» THE TASK
Print each entry again exactly as written, and keep the pictures out.

» DATA FOR ANALYSIS
- - - - -
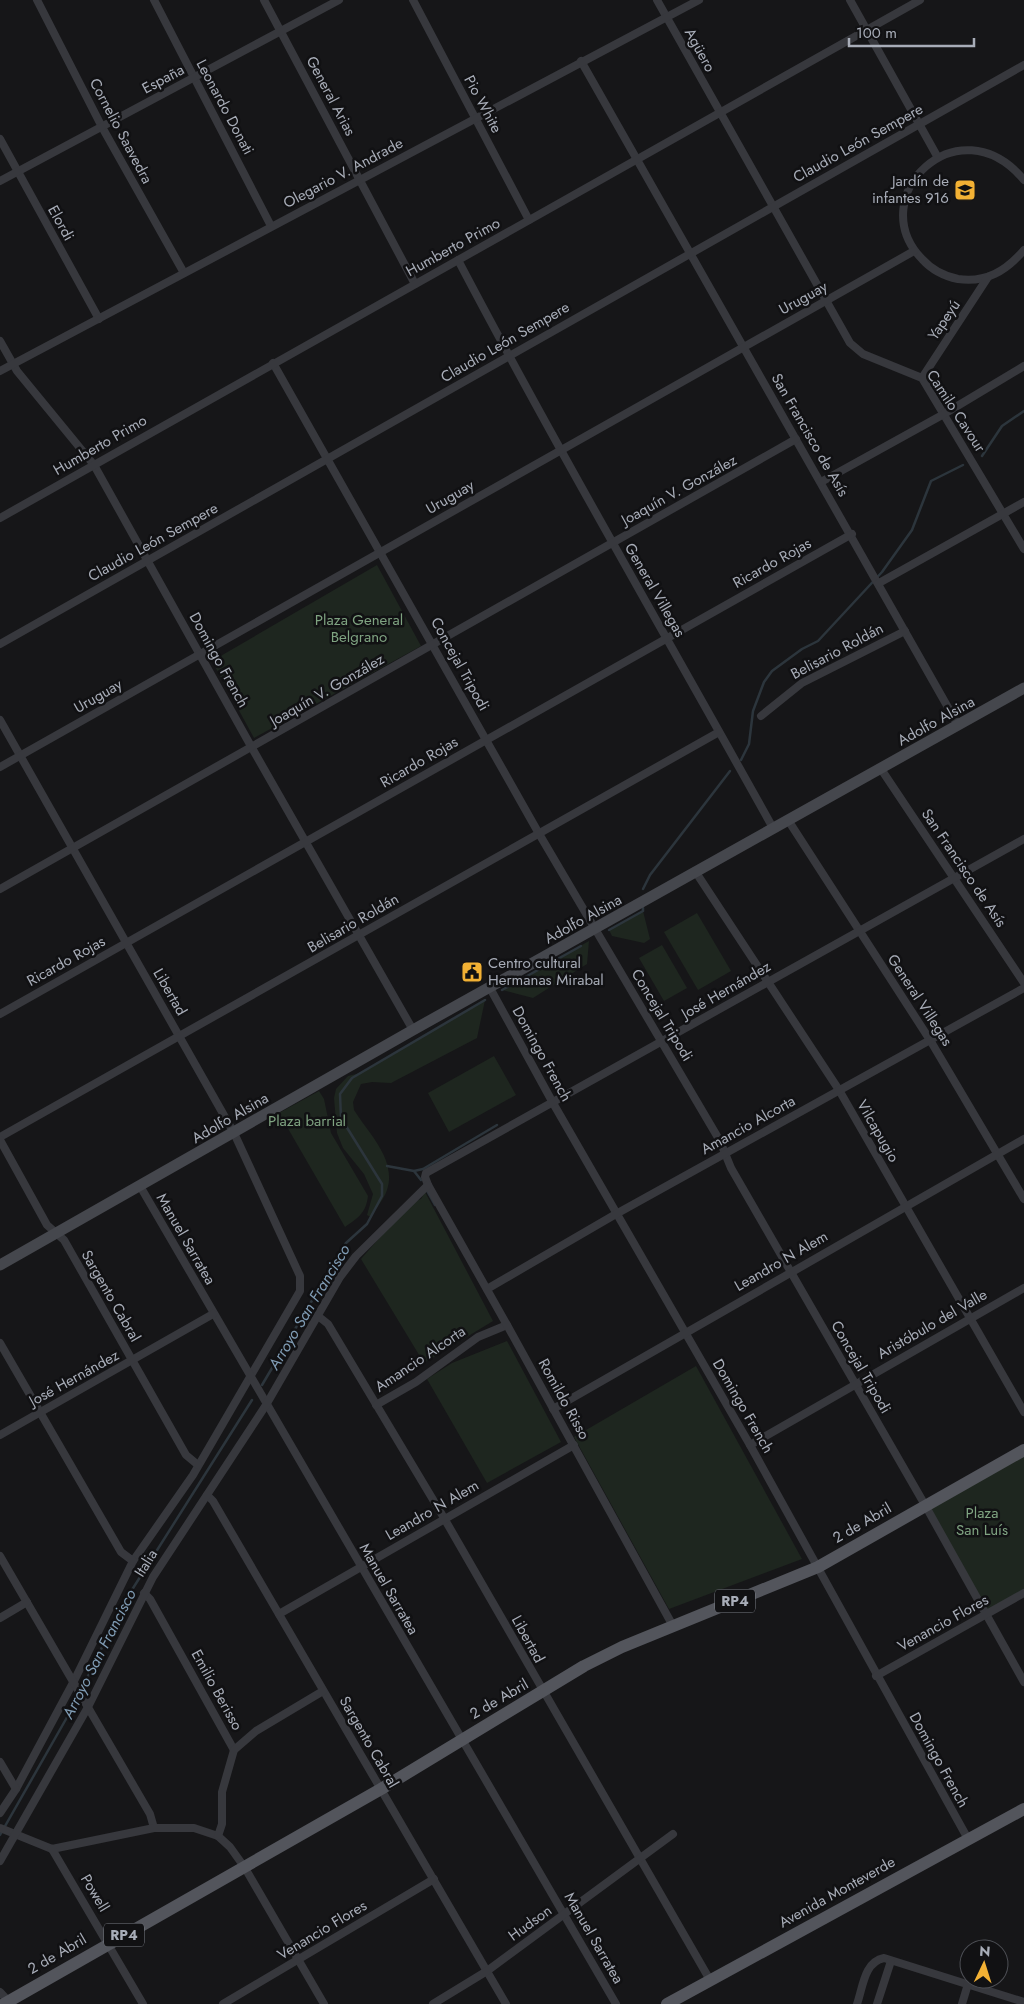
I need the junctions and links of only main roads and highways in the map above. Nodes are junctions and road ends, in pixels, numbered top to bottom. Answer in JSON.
{"nodes":[{"id":1,"x":1024,"y":1450,"type":"edge"},
{"id":2,"x":1024,"y":1809,"type":"edge"},
{"id":3,"x":6,"y":2000,"type":"edge"},
{"id":4,"x":667,"y":2004,"type":"edge"}],
"edges":[{"from":1,"to":3,"type":"main road","name":"2 de Abril","number":"RP4"},
{"from":2,"to":4,"type":"main road","name":"Avenida Monteverde"}]}
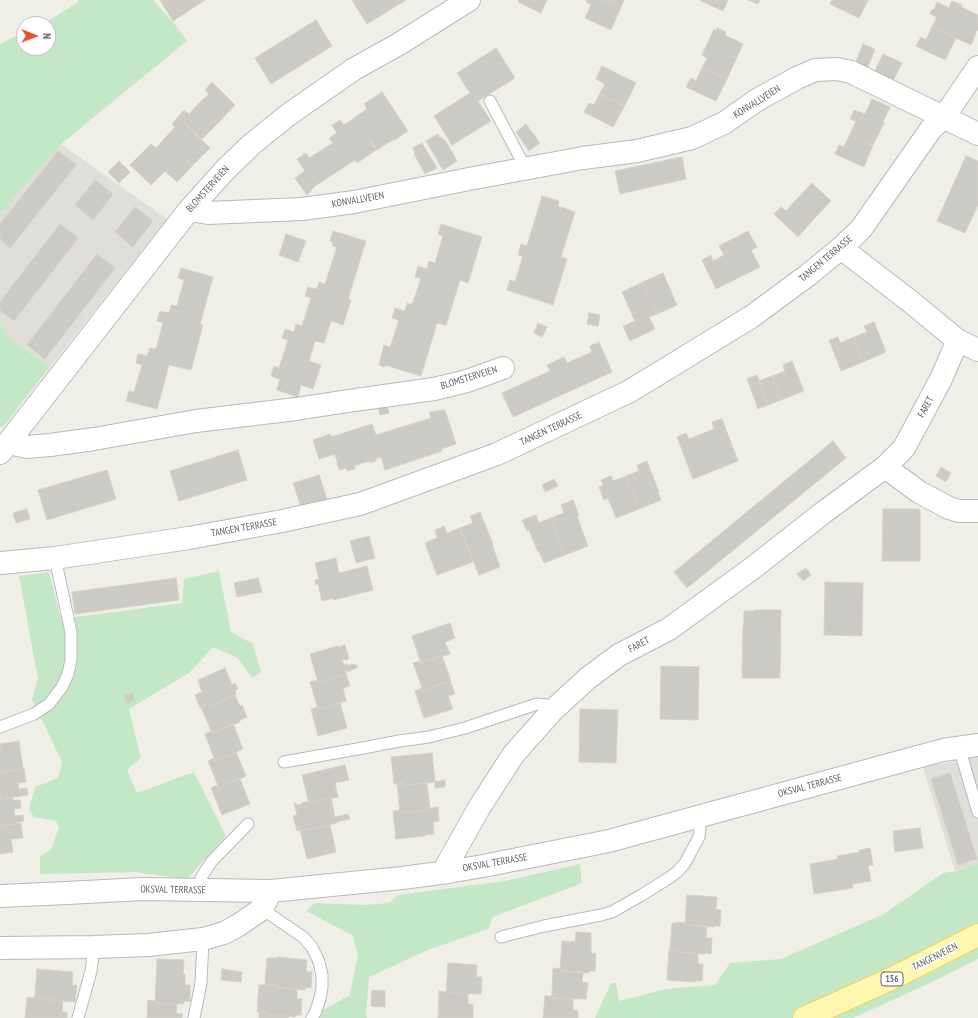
- - - - -
» WRITTEN REPLY
I need the junctions and links of only main roads and highways in the map above. Nodes are junctions and road ends, in pixels, numbered top to bottom. Answer in JSON.
{"nodes":[{"id":1,"x":1024,"y":1450,"type":"edge"},
{"id":2,"x":1024,"y":1809,"type":"edge"},
{"id":3,"x":6,"y":2000,"type":"edge"},
{"id":4,"x":667,"y":2004,"type":"edge"}],
"edges":[{"from":1,"to":3,"type":"main road","name":"2 de Abril","number":"RP4"},
{"from":2,"to":4,"type":"main road","name":"Avenida Monteverde"}]}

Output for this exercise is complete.